The final consensus, is, I suppose, not really a consensus and not exactly expressed in the Leaders’ Statement at all. In fact it was more a proposal for a rethink of the US dollar as the global reserve currency.  This not yet identified and certainly not acted on consensus is what I would call “The Global Imbalances” Consensus.  Proposed by Russia slightly earlier,  the Governor of the Peoples Bank of China, Zhou Xiaochuan got quite some attention earlier with his posted speech on the need to move away from the US dollar as the global reserve currency.

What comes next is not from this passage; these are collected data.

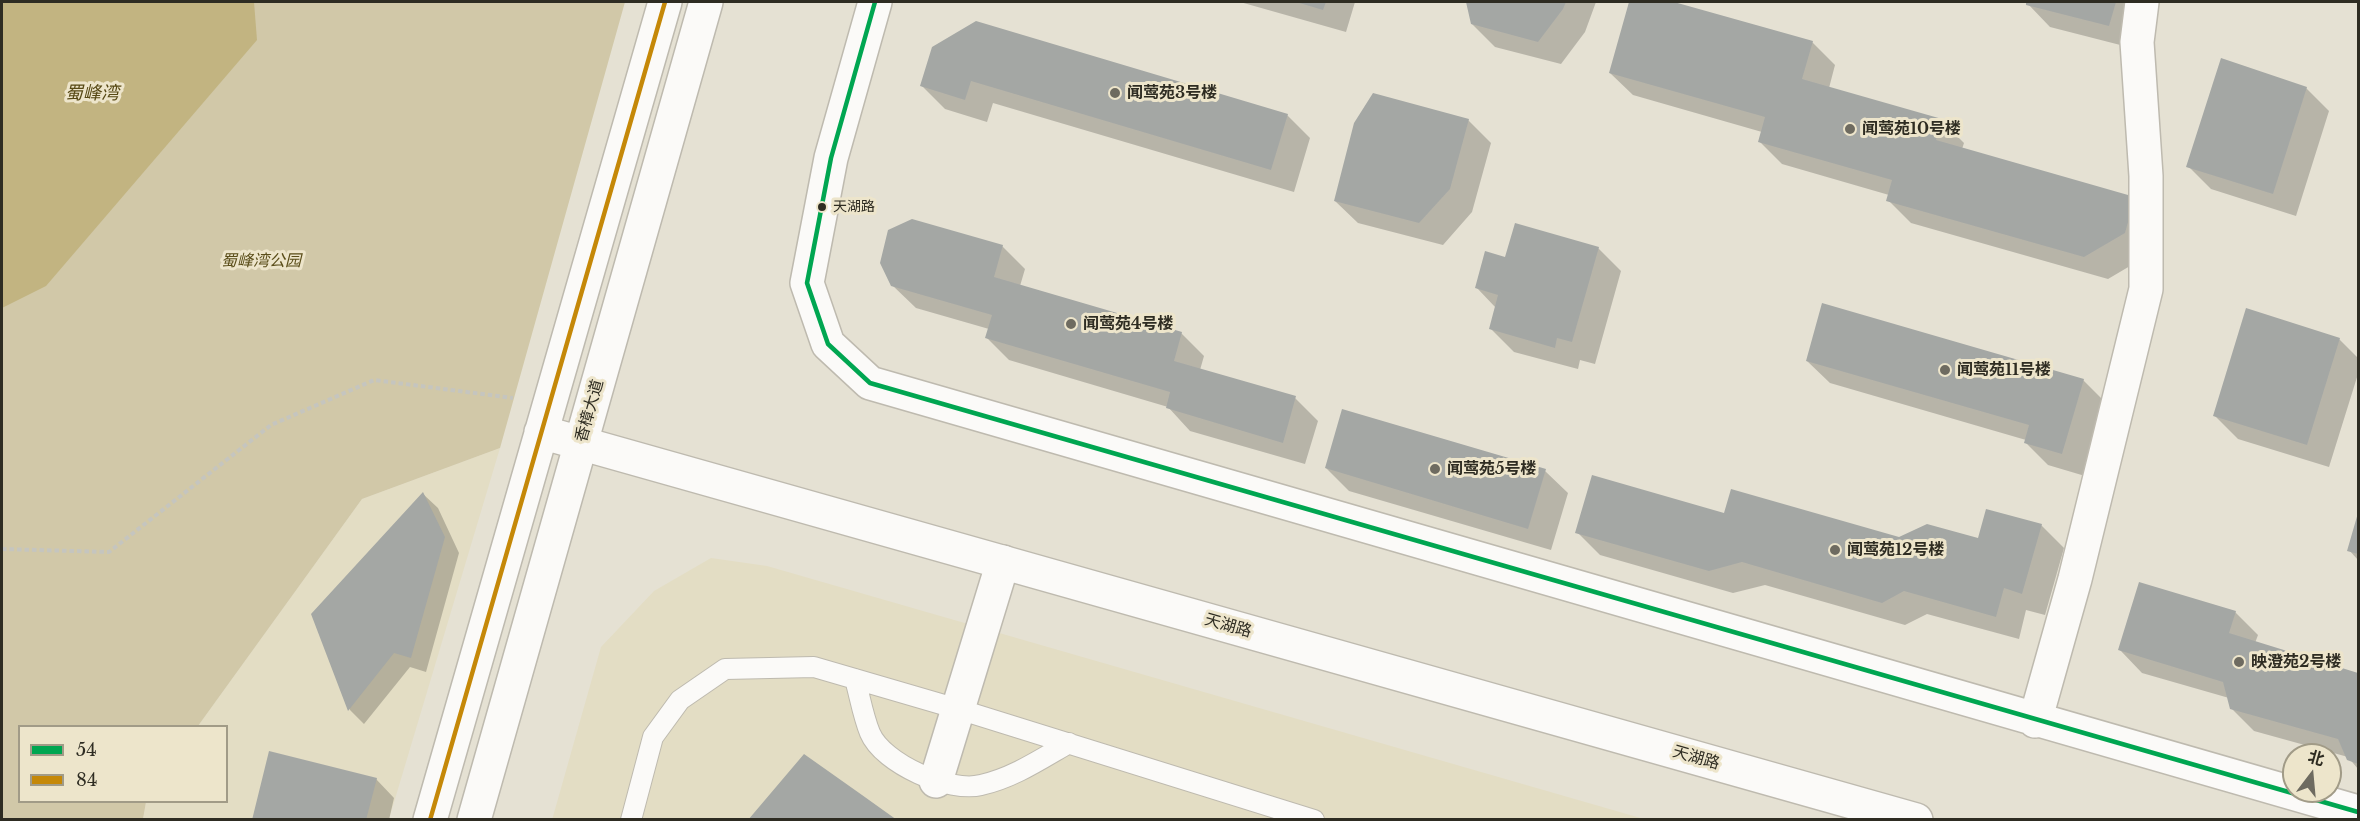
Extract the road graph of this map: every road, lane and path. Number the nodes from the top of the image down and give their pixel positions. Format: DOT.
graph roads {
  1 [pos="665,2"];
  2 [pos="706,2"];
  3 [pos="875,2"];
  4 [pos="2142,2"];
  5 [pos="545,417"];
  6 [pos="581,443"];
  7 [pos="2,549"];
  8 [pos="1003,562"];
  9 [pos="855,679"];
  10 [pos="958,709"];
  11 [pos="2035,721"];
  12 [pos="1069,743"];
  13 [pos="936,781"];
  14 [pos="2358,812"];
  15 [pos="430,819"];
  16 [pos="474,819"];
  17 [pos="631,819"];
  18 [pos="1314,819"];
  19 [pos="1916,819"];
  1 -- 5 [label="street"];
  2 -- 6 [label="street, 香樟大道"];
  3 -- 11 [label="street"];
  4 -- 11 [label="street"];
  5 -- 6 [label="street, 天湖路"];
  5 -- 7 [label="path"];
  5 -- 15 [label="street"];
  6 -- 8 [label="street, 天湖路"];
  6 -- 16 [label="street, 香樟大道"];
  8 -- 10 [label="street"];
  8 -- 19 [label="street, 天湖路"];
  9 -- 10 [label="lane"];
  9 -- 13 [label="lane"];
  9 -- 17 [label="lane"];
  10 -- 12 [label="lane"];
  10 -- 13 [label="street"];
  11 -- 14 [label="street"];
  12 -- 13 [label="lane"];
  12 -- 18 [label="lane"];
}
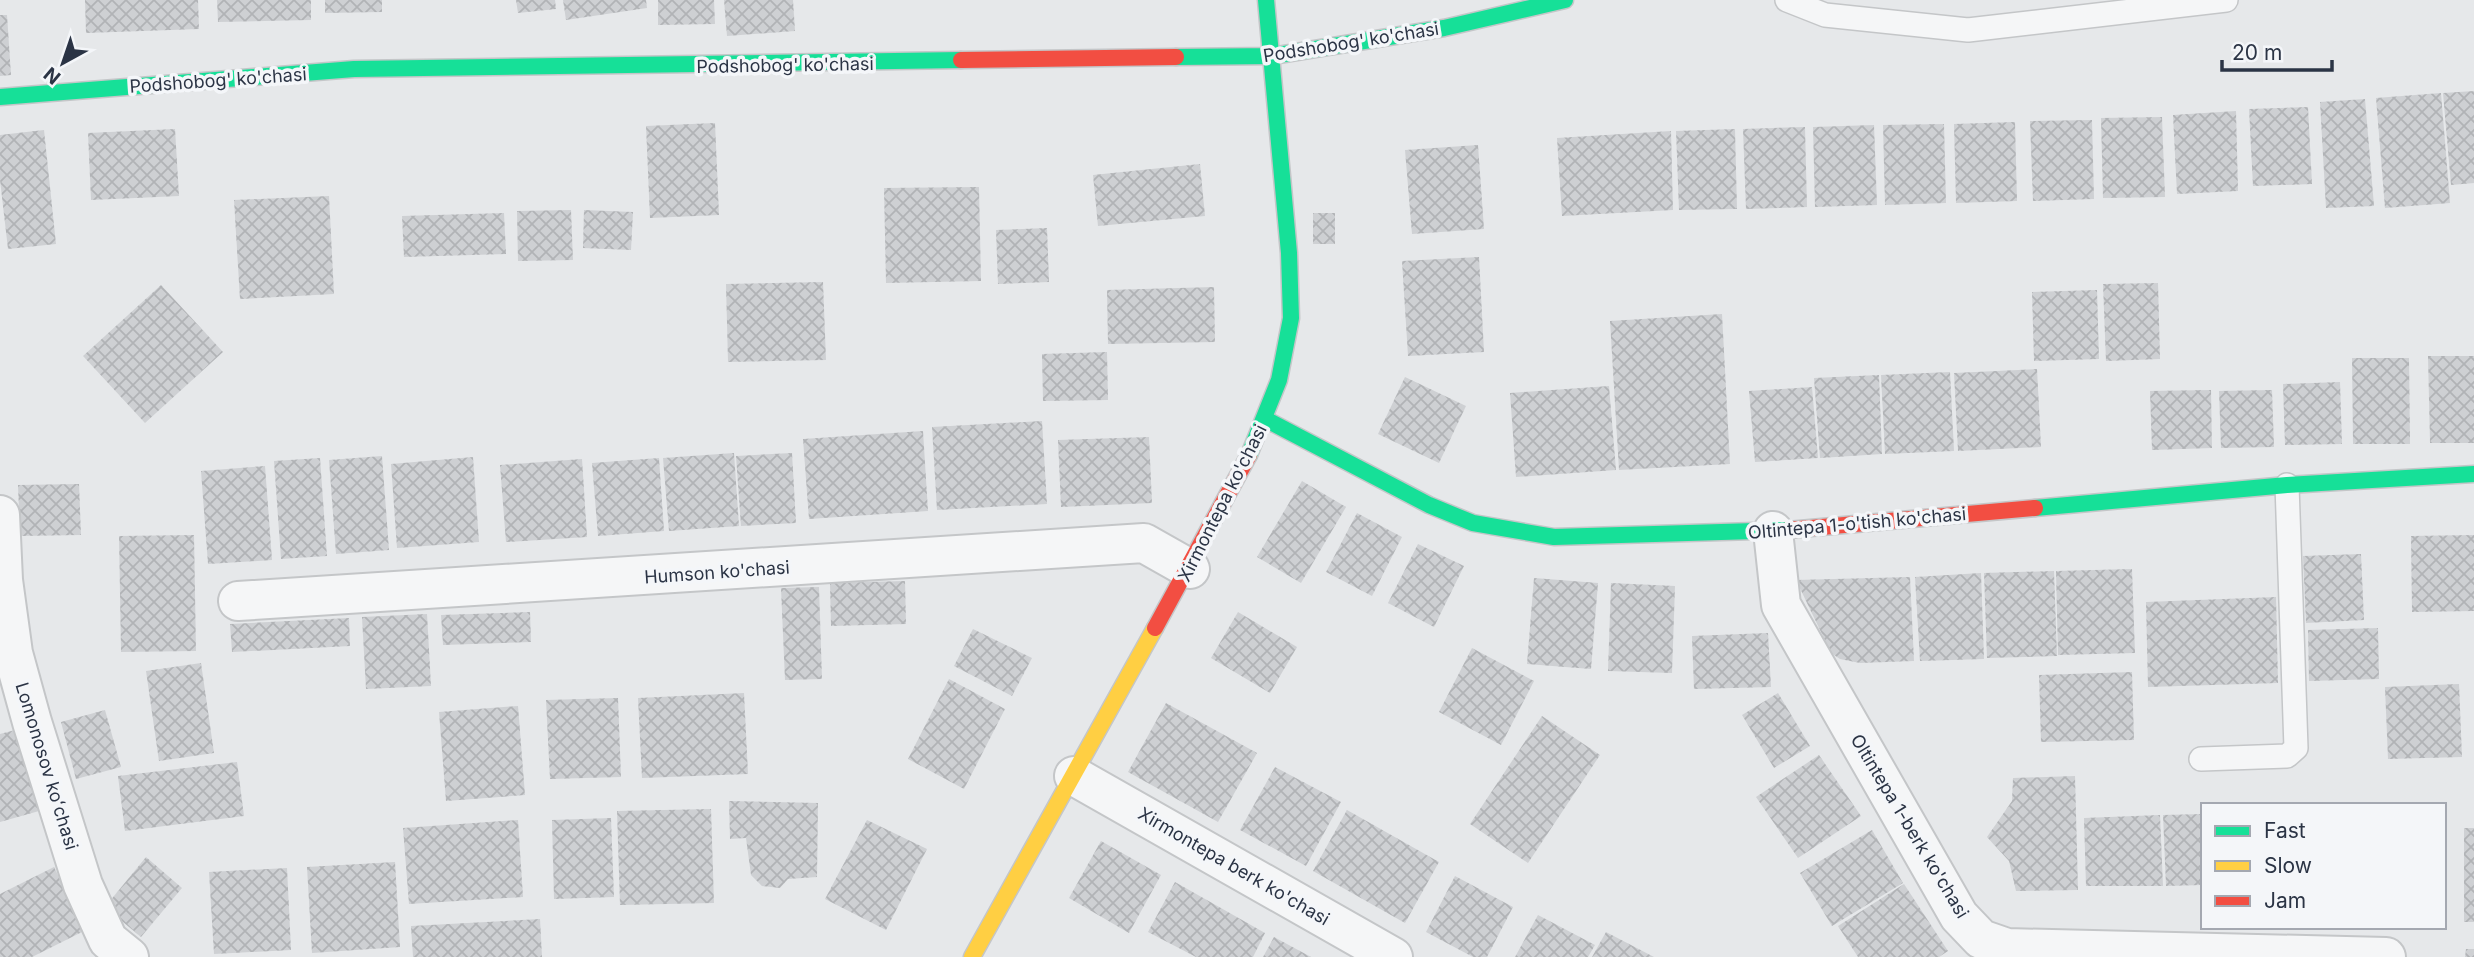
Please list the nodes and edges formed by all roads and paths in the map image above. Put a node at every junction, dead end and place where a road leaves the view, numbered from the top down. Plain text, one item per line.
1 (1266, 0) edge
2 (1565, 0) edge
3 (1787, 0) edge
4 (2226, 0) edge
5 (1272, 56) junction
6 (0, 96) edge
7 (1265, 419) junction
8 (2474, 474) edge
9 (2287, 485) junction
10 (0, 515) edge
11 (1773, 531) junction
12 (1190, 569) junction
13 (238, 601) dead end
14 (6, 654) edge
15 (2202, 759) dead end
16 (1074, 776) junction
17 (107, 951) edge
18 (972, 957) edge
19 (1394, 957) edge
20 (2386, 957) edge

1 - 5 street, Xirmontepa ko'chasi
2 - 5 street, Podshobog' ko'chasi
3 - 4 lane
5 - 6 street, Podshobog' ko'chasi
5 - 7 street, Xirmontepa ko'chasi
7 - 11 street, Oltintepa 1-o'tish ko'chasi
7 - 12 street, Xirmontepa ko'chasi
8 - 9 street, Oltintepa 1-o'tish ko'chasi
9 - 11 street, Oltintepa 1-o'tish ko'chasi
9 - 15 lane
10 - 14 street, Lomonosov koʻchasi
11 - 20 street, Oltintepa 1-berk ko'chasi
12 - 13 street, Humson ko'chasi
12 - 16 street, Xirmontepa ko'chasi
14 - 17 street, Lomonosov koʻchasi
16 - 18 street, Xirmontepa ko'chasi
16 - 19 street, Xirmontepa berk ko'chasi

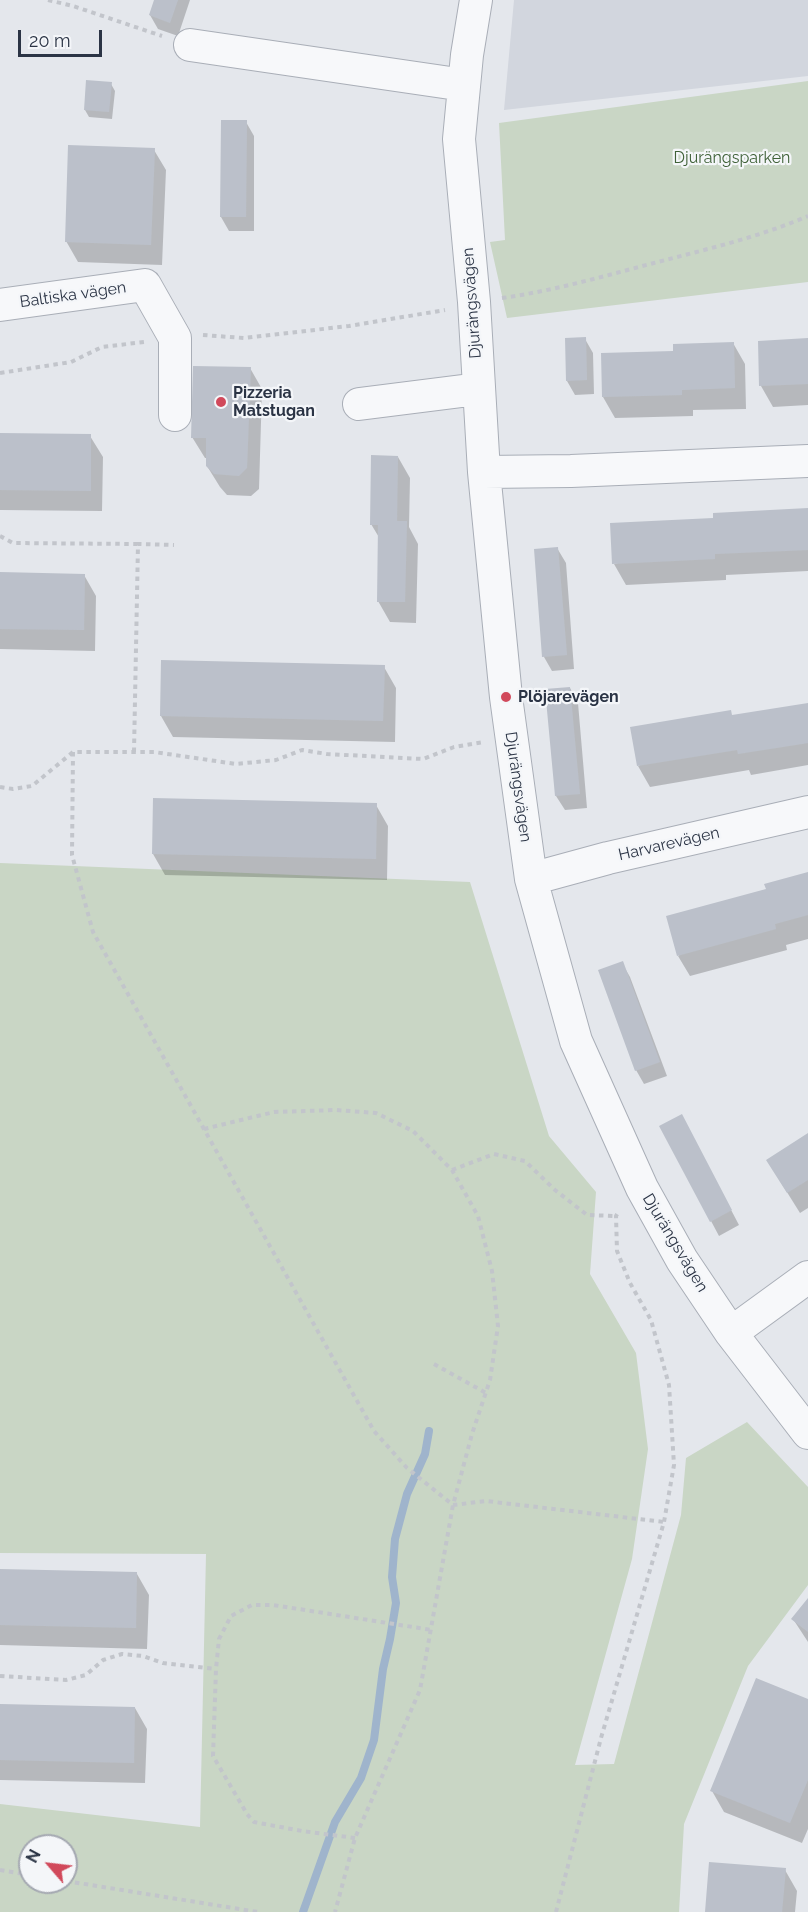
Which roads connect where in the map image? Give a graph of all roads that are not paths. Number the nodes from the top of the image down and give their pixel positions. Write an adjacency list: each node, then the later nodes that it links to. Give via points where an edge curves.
1 (476, 0): 3 (street, Djurängsvägen)
2 (190, 45): 3 (street)
3 (464, 85): 5 (street, Djurängsvägen, via 459,138)
4 (0, 305): 7 (street, Baltiska vägen, via 146,285 175,338)
5 (478, 389): 6 (street); 9 (street, Djurängsvägen)
6 (359, 404)
7 (175, 415)
8 (808, 461): 9 (street)
9 (484, 472): 11 (street, Djurängsvägen, via 511,738)
10 (808, 812): 11 (street, Harvarevägen)
11 (531, 879): 13 (street, Djurängsvägen, via 576,1041 642,1188 682,1260)
12 (808, 1277): 13 (street)
13 (731, 1333): 14 (street, Djurängsvägen)
14 (808, 1433)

While a proposal probably meriting discussion (although if the past is any indication the proposal will likely not bear much fruit) - it’s probably not now - and probably not from China.  As pointed out - indeed strongly pointed out by Paul Krugman - our own Nobel prize-winning columnist from the New York Times in his Friday April 3rd column - the proposal is a consequence of a China that is awash in US Treasury bills and facing an impeding and possibly severe US dollar devaluation. As Paul suggests, “So what Mr. Zhou’s proposal actually amounts to is a plea that someone rescue China from the consequences of its own investment mistakes.”  The deep problem of persistent imbalances  - huge US debt and huge China surplus will need to be addressed if we are to re-establish global economic and financial stability.  The US will have to consume less and China will have to save less.  These adjustments will not come overnight and not without pain, possibly a lot of it - but there is no consensus on this critical aspect of the global financial problem.  Certainly not yet from London.